╭─ Available data

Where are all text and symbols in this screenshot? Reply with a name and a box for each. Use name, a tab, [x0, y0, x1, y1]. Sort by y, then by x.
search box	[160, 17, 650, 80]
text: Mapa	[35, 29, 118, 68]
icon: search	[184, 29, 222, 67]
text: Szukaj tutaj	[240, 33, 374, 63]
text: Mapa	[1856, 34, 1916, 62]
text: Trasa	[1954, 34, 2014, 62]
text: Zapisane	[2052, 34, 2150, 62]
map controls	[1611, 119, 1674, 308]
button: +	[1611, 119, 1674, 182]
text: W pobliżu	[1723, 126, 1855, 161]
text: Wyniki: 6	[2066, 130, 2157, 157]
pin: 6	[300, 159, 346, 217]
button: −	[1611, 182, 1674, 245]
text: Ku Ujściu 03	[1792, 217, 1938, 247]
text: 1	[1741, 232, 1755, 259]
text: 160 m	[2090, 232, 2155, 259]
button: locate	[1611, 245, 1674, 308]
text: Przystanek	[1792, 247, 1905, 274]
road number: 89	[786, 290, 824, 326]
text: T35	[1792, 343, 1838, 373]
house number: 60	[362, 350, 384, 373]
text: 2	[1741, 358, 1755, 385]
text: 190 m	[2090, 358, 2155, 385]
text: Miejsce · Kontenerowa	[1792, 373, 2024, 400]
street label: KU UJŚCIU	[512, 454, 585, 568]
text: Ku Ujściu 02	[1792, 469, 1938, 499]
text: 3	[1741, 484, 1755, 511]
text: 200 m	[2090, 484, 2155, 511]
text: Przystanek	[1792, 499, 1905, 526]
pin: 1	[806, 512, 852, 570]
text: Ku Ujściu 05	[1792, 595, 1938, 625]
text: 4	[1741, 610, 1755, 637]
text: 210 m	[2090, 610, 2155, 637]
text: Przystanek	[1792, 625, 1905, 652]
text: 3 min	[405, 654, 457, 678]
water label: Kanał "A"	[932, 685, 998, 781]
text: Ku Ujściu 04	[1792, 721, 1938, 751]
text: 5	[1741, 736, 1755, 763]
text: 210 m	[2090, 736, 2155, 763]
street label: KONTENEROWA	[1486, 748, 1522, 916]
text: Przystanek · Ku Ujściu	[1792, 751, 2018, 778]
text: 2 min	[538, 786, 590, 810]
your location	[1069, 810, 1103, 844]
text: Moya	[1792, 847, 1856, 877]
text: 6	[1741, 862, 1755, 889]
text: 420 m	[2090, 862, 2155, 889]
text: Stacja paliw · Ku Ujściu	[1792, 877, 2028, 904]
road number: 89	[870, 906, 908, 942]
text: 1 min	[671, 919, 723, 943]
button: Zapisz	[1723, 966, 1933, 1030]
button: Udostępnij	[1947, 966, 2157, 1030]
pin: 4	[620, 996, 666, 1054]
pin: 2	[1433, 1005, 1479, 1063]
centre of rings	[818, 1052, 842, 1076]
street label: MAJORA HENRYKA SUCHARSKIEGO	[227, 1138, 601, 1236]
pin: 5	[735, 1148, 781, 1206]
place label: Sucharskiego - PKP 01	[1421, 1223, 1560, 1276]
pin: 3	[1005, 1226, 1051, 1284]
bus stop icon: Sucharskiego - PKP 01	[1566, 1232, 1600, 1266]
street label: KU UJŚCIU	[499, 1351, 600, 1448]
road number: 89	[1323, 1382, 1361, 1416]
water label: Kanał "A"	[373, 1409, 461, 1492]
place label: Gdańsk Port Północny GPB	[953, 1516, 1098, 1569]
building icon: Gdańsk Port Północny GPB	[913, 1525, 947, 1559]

╰─

Transcribe every record above exactly as it appears.

**Task solution**
Where are all text and symbols in this screenshot? Reply with a name and a box for each. Use name, a tab, [x0, y0, x1, y1]. Sort by y, then by x.
search box	[160, 17, 650, 80]
text: Mapa	[35, 29, 118, 68]
icon: search	[184, 29, 222, 67]
text: Szukaj tutaj	[240, 33, 374, 63]
text: Mapa	[1856, 34, 1916, 62]
text: Trasa	[1954, 34, 2014, 62]
text: Zapisane	[2052, 34, 2150, 62]
map controls	[1611, 119, 1674, 308]
button: +	[1611, 119, 1674, 182]
text: W pobliżu	[1723, 126, 1855, 161]
text: Wyniki: 6	[2066, 130, 2157, 157]
pin: 6	[300, 159, 346, 217]
button: −	[1611, 182, 1674, 245]
text: Ku Ujściu 03	[1792, 217, 1938, 247]
text: 1	[1741, 232, 1755, 259]
text: 160 m	[2090, 232, 2155, 259]
button: locate	[1611, 245, 1674, 308]
text: Przystanek	[1792, 247, 1905, 274]
road number: 89	[786, 290, 824, 326]
text: T35	[1792, 343, 1838, 373]
house number: 60	[362, 350, 384, 373]
text: 2	[1741, 358, 1755, 385]
text: 190 m	[2090, 358, 2155, 385]
text: Miejsce · Kontenerowa	[1792, 373, 2024, 400]
street label: KU UJŚCIU	[512, 454, 585, 568]
text: Ku Ujściu 02	[1792, 469, 1938, 499]
text: 3	[1741, 484, 1755, 511]
text: 200 m	[2090, 484, 2155, 511]
text: Przystanek	[1792, 499, 1905, 526]
pin: 1	[806, 512, 852, 570]
text: Ku Ujściu 05	[1792, 595, 1938, 625]
text: 4	[1741, 610, 1755, 637]
text: 210 m	[2090, 610, 2155, 637]
text: Przystanek	[1792, 625, 1905, 652]
text: 3 min	[405, 654, 457, 678]
water label: Kanał "A"	[932, 685, 998, 781]
text: Ku Ujściu 04	[1792, 721, 1938, 751]
text: 5	[1741, 736, 1755, 763]
text: 210 m	[2090, 736, 2155, 763]
street label: KONTENEROWA	[1486, 748, 1522, 916]
text: Przystanek · Ku Ujściu	[1792, 751, 2018, 778]
text: 2 min	[538, 786, 590, 810]
your location	[1069, 810, 1103, 844]
text: Moya	[1792, 847, 1856, 877]
text: 6	[1741, 862, 1755, 889]
text: 420 m	[2090, 862, 2155, 889]
text: Stacja paliw · Ku Ujściu	[1792, 877, 2028, 904]
road number: 89	[870, 906, 908, 942]
text: 1 min	[671, 919, 723, 943]
button: Zapisz	[1723, 966, 1933, 1030]
button: Udostępnij	[1947, 966, 2157, 1030]
pin: 4	[620, 996, 666, 1054]
pin: 2	[1433, 1005, 1479, 1063]
centre of rings	[818, 1052, 842, 1076]
street label: MAJORA HENRYKA SUCHARSKIEGO	[227, 1138, 601, 1236]
pin: 5	[735, 1148, 781, 1206]
place label: Sucharskiego - PKP 01	[1421, 1223, 1560, 1276]
pin: 3	[1005, 1226, 1051, 1284]
bus stop icon: Sucharskiego - PKP 01	[1566, 1232, 1600, 1266]
street label: KU UJŚCIU	[499, 1351, 600, 1448]
road number: 89	[1323, 1382, 1361, 1416]
water label: Kanał "A"	[373, 1409, 461, 1492]
place label: Gdańsk Port Północny GPB	[953, 1516, 1098, 1569]
building icon: Gdańsk Port Północny GPB	[913, 1525, 947, 1559]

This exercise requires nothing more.